WORK ITEM –
Every line holding the string "need" is to be copied from the entries below.

DATA RECORDS –
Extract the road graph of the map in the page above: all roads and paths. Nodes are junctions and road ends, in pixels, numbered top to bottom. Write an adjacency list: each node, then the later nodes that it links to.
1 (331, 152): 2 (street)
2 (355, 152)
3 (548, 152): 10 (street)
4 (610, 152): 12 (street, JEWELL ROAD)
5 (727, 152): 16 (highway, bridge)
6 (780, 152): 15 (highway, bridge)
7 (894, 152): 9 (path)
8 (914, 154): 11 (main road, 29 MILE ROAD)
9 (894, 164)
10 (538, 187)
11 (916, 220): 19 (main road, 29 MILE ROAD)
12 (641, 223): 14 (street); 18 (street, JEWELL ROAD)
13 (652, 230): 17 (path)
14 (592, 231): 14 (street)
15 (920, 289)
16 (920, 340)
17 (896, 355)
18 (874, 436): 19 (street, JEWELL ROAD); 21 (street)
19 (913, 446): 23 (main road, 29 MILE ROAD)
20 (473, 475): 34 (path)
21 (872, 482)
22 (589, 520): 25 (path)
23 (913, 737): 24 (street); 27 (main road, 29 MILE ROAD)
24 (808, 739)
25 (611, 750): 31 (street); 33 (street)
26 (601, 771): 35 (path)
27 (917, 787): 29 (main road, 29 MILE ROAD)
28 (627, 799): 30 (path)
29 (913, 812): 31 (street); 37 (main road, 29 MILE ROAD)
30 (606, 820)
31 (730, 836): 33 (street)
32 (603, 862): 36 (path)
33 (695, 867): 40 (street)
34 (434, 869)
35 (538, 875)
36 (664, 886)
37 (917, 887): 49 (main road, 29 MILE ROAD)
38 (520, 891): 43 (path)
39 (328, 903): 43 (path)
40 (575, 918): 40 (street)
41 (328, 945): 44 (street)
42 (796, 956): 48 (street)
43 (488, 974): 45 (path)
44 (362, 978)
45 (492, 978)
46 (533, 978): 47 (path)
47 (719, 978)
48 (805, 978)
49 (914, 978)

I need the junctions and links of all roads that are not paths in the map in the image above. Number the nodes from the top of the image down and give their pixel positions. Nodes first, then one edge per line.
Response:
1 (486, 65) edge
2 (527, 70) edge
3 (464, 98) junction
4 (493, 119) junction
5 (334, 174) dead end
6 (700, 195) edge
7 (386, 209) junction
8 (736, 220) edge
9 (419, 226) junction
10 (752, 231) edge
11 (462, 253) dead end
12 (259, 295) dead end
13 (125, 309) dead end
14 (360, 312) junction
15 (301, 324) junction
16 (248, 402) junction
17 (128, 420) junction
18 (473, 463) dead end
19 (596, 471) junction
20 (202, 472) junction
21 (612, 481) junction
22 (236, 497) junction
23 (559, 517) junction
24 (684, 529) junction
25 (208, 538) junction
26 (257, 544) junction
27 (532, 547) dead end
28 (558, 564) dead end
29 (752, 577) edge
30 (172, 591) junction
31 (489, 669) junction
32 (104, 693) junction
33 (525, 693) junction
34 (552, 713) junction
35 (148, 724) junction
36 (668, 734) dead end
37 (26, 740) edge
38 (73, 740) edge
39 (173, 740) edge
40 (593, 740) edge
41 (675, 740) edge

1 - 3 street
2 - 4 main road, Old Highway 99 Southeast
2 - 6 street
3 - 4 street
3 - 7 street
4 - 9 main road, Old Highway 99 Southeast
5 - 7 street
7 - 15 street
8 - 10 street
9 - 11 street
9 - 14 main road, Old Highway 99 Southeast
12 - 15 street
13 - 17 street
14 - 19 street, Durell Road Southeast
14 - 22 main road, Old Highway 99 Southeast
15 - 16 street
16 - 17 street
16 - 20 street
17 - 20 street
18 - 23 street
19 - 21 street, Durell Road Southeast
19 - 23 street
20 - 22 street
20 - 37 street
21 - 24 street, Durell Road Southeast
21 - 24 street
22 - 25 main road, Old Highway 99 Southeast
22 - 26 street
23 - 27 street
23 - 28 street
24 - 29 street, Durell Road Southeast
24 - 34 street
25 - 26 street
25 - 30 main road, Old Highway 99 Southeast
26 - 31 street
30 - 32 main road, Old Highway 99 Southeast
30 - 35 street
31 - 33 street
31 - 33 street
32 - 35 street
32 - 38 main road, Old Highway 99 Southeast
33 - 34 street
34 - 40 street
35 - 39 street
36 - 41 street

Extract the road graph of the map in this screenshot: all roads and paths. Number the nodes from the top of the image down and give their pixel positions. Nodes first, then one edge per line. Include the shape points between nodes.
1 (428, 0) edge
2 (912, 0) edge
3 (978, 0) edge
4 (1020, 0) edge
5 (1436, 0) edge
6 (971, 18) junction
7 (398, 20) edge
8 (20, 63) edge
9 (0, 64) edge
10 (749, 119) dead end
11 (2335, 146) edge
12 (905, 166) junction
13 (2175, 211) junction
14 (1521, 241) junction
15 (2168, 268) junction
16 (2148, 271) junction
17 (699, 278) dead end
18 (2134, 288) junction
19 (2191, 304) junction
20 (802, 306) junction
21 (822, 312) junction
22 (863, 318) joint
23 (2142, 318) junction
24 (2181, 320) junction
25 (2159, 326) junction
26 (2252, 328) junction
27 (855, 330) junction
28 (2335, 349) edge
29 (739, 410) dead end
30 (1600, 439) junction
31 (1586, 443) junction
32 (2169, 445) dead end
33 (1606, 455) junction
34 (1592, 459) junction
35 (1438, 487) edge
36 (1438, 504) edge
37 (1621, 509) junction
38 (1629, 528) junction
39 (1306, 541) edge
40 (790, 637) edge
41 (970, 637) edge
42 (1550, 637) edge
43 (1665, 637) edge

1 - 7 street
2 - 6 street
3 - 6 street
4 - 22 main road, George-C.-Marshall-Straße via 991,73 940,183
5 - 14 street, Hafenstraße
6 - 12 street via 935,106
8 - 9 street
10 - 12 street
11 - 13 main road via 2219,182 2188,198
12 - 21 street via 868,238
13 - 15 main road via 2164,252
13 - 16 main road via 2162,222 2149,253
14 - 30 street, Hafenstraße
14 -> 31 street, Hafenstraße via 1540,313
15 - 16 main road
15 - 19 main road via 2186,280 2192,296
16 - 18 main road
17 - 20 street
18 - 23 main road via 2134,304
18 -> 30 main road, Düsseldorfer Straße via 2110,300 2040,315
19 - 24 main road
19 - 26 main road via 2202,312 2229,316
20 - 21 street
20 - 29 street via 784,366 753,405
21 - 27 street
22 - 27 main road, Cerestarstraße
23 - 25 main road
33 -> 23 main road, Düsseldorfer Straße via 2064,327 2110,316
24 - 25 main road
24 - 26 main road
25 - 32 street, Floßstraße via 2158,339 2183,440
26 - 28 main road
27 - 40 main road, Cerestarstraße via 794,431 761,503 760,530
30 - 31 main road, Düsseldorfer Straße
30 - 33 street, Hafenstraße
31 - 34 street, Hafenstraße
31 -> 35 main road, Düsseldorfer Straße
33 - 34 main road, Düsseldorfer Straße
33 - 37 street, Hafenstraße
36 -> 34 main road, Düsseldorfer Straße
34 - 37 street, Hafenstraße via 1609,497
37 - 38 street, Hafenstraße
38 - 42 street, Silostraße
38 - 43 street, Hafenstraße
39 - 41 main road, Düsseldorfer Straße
==
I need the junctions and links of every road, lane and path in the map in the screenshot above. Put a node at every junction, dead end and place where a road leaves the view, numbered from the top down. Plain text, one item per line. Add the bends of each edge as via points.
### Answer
--
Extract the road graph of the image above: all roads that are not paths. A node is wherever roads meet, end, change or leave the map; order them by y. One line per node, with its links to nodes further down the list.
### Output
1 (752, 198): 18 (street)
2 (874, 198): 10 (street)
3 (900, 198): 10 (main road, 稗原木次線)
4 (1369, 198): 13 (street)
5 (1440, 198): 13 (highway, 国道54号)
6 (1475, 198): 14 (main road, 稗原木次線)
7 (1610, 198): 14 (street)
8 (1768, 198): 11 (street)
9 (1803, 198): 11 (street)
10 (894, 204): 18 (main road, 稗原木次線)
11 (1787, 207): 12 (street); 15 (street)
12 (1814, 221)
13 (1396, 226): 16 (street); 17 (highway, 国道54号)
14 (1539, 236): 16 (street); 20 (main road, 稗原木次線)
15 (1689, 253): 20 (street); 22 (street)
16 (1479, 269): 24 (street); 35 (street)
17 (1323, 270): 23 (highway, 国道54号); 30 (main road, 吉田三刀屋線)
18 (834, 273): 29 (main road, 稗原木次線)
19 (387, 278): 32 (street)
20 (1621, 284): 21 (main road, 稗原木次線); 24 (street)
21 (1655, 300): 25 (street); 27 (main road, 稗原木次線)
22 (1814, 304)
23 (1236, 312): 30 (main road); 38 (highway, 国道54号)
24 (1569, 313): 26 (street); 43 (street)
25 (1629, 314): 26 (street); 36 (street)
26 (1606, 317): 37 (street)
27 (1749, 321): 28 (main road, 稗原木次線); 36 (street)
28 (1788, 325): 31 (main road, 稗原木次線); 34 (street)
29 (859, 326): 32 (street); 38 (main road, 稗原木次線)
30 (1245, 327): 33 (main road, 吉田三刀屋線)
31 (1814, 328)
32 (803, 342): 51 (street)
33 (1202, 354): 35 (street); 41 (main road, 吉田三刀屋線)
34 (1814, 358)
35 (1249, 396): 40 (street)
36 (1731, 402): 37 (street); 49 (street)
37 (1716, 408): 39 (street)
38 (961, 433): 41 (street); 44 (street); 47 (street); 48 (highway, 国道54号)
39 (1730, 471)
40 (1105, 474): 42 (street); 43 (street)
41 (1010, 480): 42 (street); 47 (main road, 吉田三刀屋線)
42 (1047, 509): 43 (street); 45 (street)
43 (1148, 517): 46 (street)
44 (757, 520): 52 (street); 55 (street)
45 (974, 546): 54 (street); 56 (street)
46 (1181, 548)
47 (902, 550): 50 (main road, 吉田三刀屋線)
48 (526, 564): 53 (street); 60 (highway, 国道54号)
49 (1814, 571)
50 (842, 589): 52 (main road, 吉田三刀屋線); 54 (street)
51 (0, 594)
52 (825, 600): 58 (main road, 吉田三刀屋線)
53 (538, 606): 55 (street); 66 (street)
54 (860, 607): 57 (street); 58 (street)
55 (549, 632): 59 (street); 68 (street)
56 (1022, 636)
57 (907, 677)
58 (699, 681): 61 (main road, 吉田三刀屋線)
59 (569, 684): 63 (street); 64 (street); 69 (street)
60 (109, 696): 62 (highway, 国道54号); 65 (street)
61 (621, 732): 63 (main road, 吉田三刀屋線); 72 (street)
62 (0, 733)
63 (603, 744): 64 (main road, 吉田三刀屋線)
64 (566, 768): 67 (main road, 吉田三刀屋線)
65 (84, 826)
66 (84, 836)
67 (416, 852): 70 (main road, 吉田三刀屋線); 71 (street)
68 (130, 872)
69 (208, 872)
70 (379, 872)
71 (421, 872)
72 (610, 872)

TASK ANSWER –
I need the junctions and links of all roads that are not paths in the map in the image above. Number the nodes from the top of the image down and give their pixel positions. Nodes first, then one edge per line.
I need the junctions and links of every road, lane and path in the map in the screenshot above. Put a node at every junction, dead end and place where a road leaves the view, numbered from the top down. Plain text, one item per line. Add the bends of each edge as via points.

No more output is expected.